[Dataset entries]

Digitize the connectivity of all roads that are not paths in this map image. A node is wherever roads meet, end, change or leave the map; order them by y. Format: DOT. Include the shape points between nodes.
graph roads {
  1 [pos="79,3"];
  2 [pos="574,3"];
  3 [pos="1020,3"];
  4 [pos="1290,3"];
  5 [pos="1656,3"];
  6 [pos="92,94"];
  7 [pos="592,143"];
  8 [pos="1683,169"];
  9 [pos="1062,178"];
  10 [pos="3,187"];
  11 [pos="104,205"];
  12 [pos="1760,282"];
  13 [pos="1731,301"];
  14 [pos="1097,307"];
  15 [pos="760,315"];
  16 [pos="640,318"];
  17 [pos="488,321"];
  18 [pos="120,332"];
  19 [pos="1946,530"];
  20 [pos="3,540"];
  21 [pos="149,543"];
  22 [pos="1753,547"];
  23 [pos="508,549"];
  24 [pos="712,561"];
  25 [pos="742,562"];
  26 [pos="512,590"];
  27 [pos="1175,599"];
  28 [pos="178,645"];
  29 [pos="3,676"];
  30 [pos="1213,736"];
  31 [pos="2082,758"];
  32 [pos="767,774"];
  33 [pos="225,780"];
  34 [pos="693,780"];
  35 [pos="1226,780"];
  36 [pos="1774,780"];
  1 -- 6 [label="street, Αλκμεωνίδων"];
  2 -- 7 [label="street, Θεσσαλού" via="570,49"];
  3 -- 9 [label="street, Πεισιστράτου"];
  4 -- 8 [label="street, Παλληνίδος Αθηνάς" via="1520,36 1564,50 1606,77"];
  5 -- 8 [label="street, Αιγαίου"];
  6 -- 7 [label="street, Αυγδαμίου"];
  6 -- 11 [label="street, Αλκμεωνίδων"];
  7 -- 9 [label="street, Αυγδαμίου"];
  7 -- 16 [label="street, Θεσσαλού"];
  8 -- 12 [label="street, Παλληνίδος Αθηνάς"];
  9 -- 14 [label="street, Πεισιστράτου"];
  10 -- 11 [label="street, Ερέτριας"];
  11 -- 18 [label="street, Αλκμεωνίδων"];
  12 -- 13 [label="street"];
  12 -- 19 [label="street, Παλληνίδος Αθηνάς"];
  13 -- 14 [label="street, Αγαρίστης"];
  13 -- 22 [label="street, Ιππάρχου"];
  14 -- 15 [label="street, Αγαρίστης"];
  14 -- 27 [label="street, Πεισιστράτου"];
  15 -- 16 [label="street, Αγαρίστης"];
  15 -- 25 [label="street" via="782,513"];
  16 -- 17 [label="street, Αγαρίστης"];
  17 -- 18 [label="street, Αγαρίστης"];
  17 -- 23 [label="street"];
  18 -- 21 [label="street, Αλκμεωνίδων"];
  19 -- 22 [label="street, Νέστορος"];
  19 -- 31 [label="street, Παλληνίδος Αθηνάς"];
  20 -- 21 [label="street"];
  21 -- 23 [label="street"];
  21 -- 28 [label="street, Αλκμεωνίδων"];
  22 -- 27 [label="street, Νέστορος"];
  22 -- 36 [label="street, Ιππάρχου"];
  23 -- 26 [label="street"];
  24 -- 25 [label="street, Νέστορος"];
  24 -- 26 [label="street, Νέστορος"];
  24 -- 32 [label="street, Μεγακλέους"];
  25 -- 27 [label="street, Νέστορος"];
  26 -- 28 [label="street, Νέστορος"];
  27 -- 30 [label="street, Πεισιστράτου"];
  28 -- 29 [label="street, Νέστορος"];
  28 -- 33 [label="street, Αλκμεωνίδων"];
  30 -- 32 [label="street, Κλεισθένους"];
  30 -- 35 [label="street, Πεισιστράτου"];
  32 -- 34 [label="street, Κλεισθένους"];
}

WHAT YOU SHOULD DO. Print the records above again, every one, exactly as written.

RESPONSE TO THIS TASK.
Digitize the connectivity of all roads that are not paths in this map image. A node is wherever roads meet, end, change or leave the map; order them by y. Format: DOT. Include the shape points between nodes.
graph roads {
  1 [pos="79,3"];
  2 [pos="574,3"];
  3 [pos="1020,3"];
  4 [pos="1290,3"];
  5 [pos="1656,3"];
  6 [pos="92,94"];
  7 [pos="592,143"];
  8 [pos="1683,169"];
  9 [pos="1062,178"];
  10 [pos="3,187"];
  11 [pos="104,205"];
  12 [pos="1760,282"];
  13 [pos="1731,301"];
  14 [pos="1097,307"];
  15 [pos="760,315"];
  16 [pos="640,318"];
  17 [pos="488,321"];
  18 [pos="120,332"];
  19 [pos="1946,530"];
  20 [pos="3,540"];
  21 [pos="149,543"];
  22 [pos="1753,547"];
  23 [pos="508,549"];
  24 [pos="712,561"];
  25 [pos="742,562"];
  26 [pos="512,590"];
  27 [pos="1175,599"];
  28 [pos="178,645"];
  29 [pos="3,676"];
  30 [pos="1213,736"];
  31 [pos="2082,758"];
  32 [pos="767,774"];
  33 [pos="225,780"];
  34 [pos="693,780"];
  35 [pos="1226,780"];
  36 [pos="1774,780"];
  1 -- 6 [label="street, Αλκμεωνίδων"];
  2 -- 7 [label="street, Θεσσαλού" via="570,49"];
  3 -- 9 [label="street, Πεισιστράτου"];
  4 -- 8 [label="street, Παλληνίδος Αθηνάς" via="1520,36 1564,50 1606,77"];
  5 -- 8 [label="street, Αιγαίου"];
  6 -- 7 [label="street, Αυγδαμίου"];
  6 -- 11 [label="street, Αλκμεωνίδων"];
  7 -- 9 [label="street, Αυγδαμίου"];
  7 -- 16 [label="street, Θεσσαλού"];
  8 -- 12 [label="street, Παλληνίδος Αθηνάς"];
  9 -- 14 [label="street, Πεισιστράτου"];
  10 -- 11 [label="street, Ερέτριας"];
  11 -- 18 [label="street, Αλκμεωνίδων"];
  12 -- 13 [label="street"];
  12 -- 19 [label="street, Παλληνίδος Αθηνάς"];
  13 -- 14 [label="street, Αγαρίστης"];
  13 -- 22 [label="street, Ιππάρχου"];
  14 -- 15 [label="street, Αγαρίστης"];
  14 -- 27 [label="street, Πεισιστράτου"];
  15 -- 16 [label="street, Αγαρίστης"];
  15 -- 25 [label="street" via="782,513"];
  16 -- 17 [label="street, Αγαρίστης"];
  17 -- 18 [label="street, Αγαρίστης"];
  17 -- 23 [label="street"];
  18 -- 21 [label="street, Αλκμεωνίδων"];
  19 -- 22 [label="street, Νέστορος"];
  19 -- 31 [label="street, Παλληνίδος Αθηνάς"];
  20 -- 21 [label="street"];
  21 -- 23 [label="street"];
  21 -- 28 [label="street, Αλκμεωνίδων"];
  22 -- 27 [label="street, Νέστορος"];
  22 -- 36 [label="street, Ιππάρχου"];
  23 -- 26 [label="street"];
  24 -- 25 [label="street, Νέστορος"];
  24 -- 26 [label="street, Νέστορος"];
  24 -- 32 [label="street, Μεγακλέους"];
  25 -- 27 [label="street, Νέστορος"];
  26 -- 28 [label="street, Νέστορος"];
  27 -- 30 [label="street, Πεισιστράτου"];
  28 -- 29 [label="street, Νέστορος"];
  28 -- 33 [label="street, Αλκμεωνίδων"];
  30 -- 32 [label="street, Κλεισθένους"];
  30 -- 35 [label="street, Πεισιστράτου"];
  32 -- 34 [label="street, Κλεισθένους"];
}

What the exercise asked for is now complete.